Há, pelo menos, cinco abordagens básicas de narrativa que valem a pena ser exploradas.
- Mudança simples de estado
Conta uma história em que o estado inicial das personagens corresponde ao do teu público. Em seguida, descreve um evento ou interação que faça com que as personagens passem para um estado mais positivo. O relacionamento empático do cliente com as personagens, levá-lo-á também para esse estado mais positivo.
- Mostrando uma história em andamento
Usa uma história para explicar os detalhes de uma estratégia bem ou mal sucedida. Às vezes é muito mais fácil contar uma história sobre alguém, exibindo uma série de comportamentos úteis ou destrutivos.
- Metáfora
Recorrer à metáfora, pode ser uma forma eficaz de aproximação ao âmago de uma questão. Por exemplo, se estás perante um grupo de diretores que não estão sendo úteis um para o outro, contas uma história sobre um bando de indivíduos fora da lei que perderam tudo porque não concordaram nas decisões a tomar.
- Ajuda o cliente a alinhar a sua história como se fosse um estudo de caso (Case Study, no termo da moda!)
Esta é uma sequência simples para apresentar um estudo de caso:
As coisas como se imagina que são: a situação e o problema (e possivelmente a implicação deste na vida do cliente).
Objetivo: o que o cliente quer alcançar ao resolver o problema.
Ação: o que o cliente já fez, faz e está disposto a fazer para sanar o problema.
Resultado: o que aconteceu (intencionalmente ou não) para se chegar àquele ponto e como a experiência servirá de lição para o que acontecerá ao longo do tempo.
- A jornada do herói
Há várias versões para a estrutura clássica de uma história — esta é vagamente baseada em Joseph Campbell. A jornada passa por três estágios:
- a) Partida
O chamado para a aventura (por exemplo, respondendo a uma crise).
Ultrapassar a renitência à mudança, buscando recursos, internos ou externos, anteriormente desconhecidos
A travessia do limiar, em que entrará em território desconhecido e terá necessidade de abandonar as abordagens anteriores.
- b) Iniciação
O caminho das provas: o herói se depara com uma série de testes em que pode (e provavelmente irá) falhar.

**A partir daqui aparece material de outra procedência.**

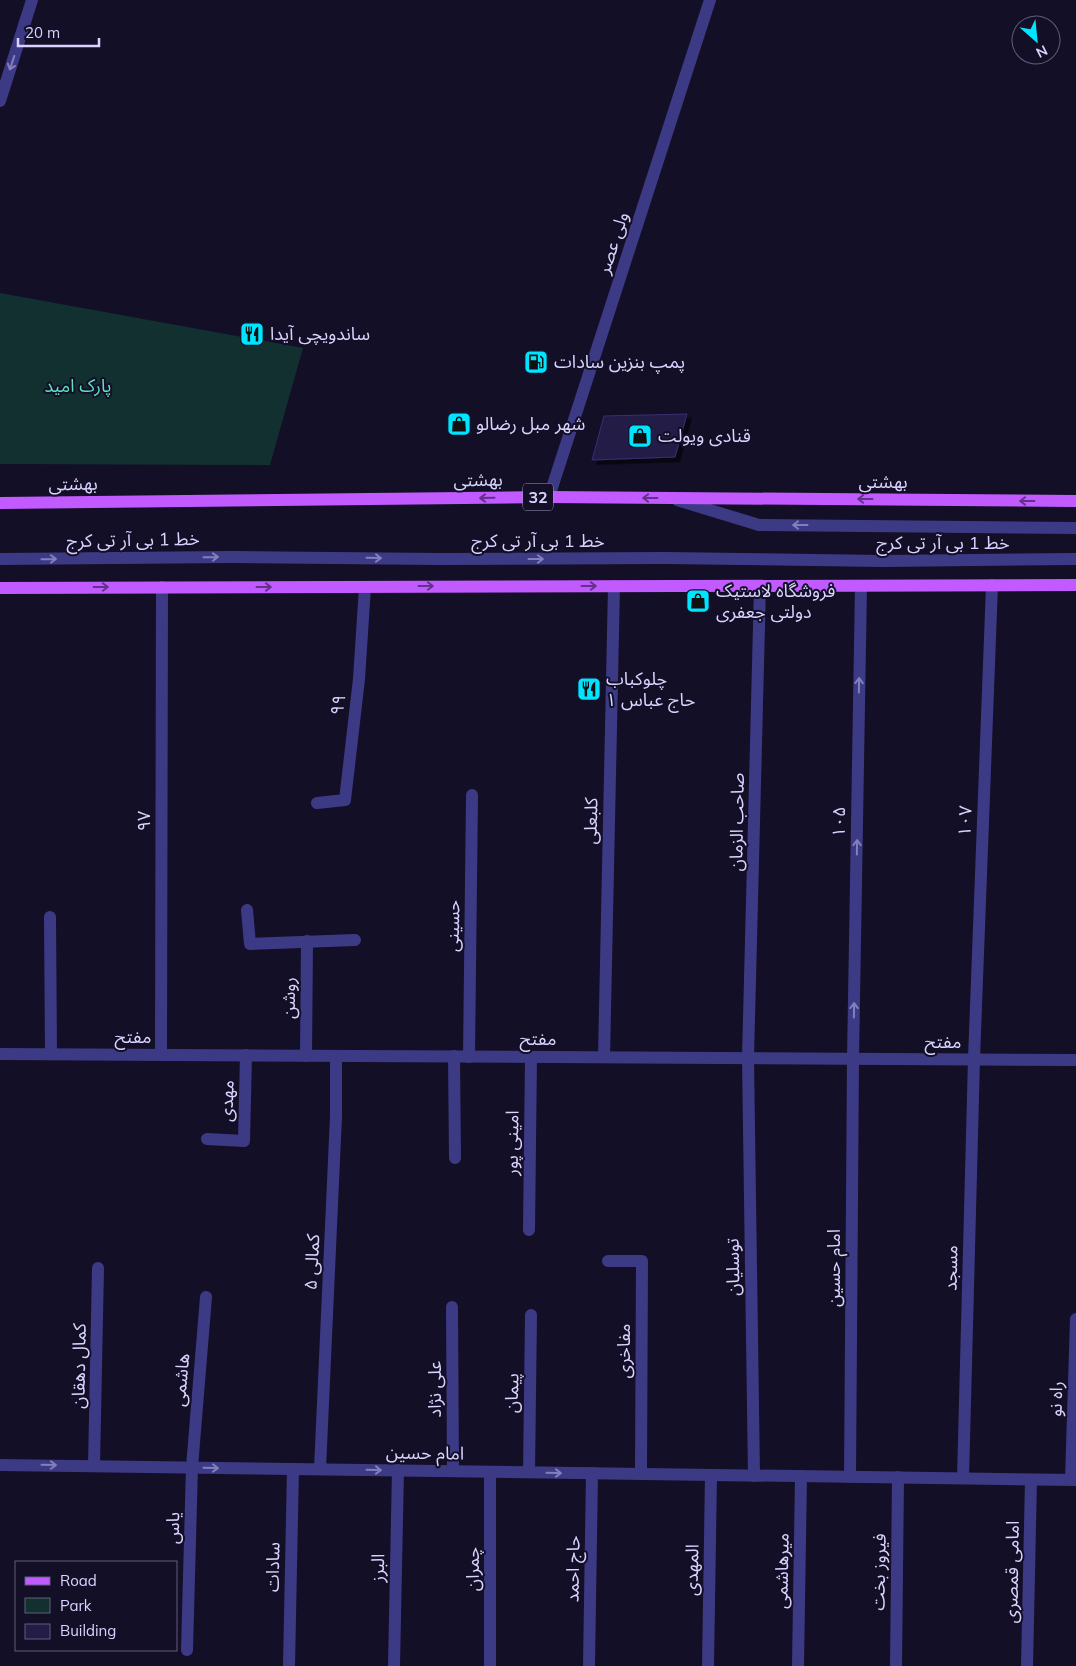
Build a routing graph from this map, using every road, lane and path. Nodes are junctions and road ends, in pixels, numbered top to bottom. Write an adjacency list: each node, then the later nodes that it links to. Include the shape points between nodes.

Conhece alguém que se preocupa com ele.
Confronta e aprende a vencer os obstáculos que detinham o ‘poder supremo’ em sua vida, que não o deixavam avançar.
- c) Retorno
O herói vence a renitência em voltar — tão difícil quanto ter abandonado a sua zona de conforto no início da jornada — ao reconhecer benefícios do retorno.
Torna-se mestre de dois mundos. Nele, somam-se a experiência das incertezas e das dores, de antes, à certeza de que pode enfrentar e vencer desafios. Tendo sobrevivido à provação, ganhou uma liberdade para viver como lhe aprouver. Agora sabe escolher!
Enfim, voltemos à linha final da história dos bêbedos:
“— BONITO, né? — diz a senhora à porta. — Pai e filho bêbados discutindo no portão!”
A senhora, tal como o coach, é a intervenção que vem revelar o sentido à história. Este é o desafio! Levar o outro a ver o que, a princípio, é tão claro para ti, mas tão escondido no emaranhado das histórias, para ele. É fácil? É possível? Acredito que sim, e que é UM MILAGRE.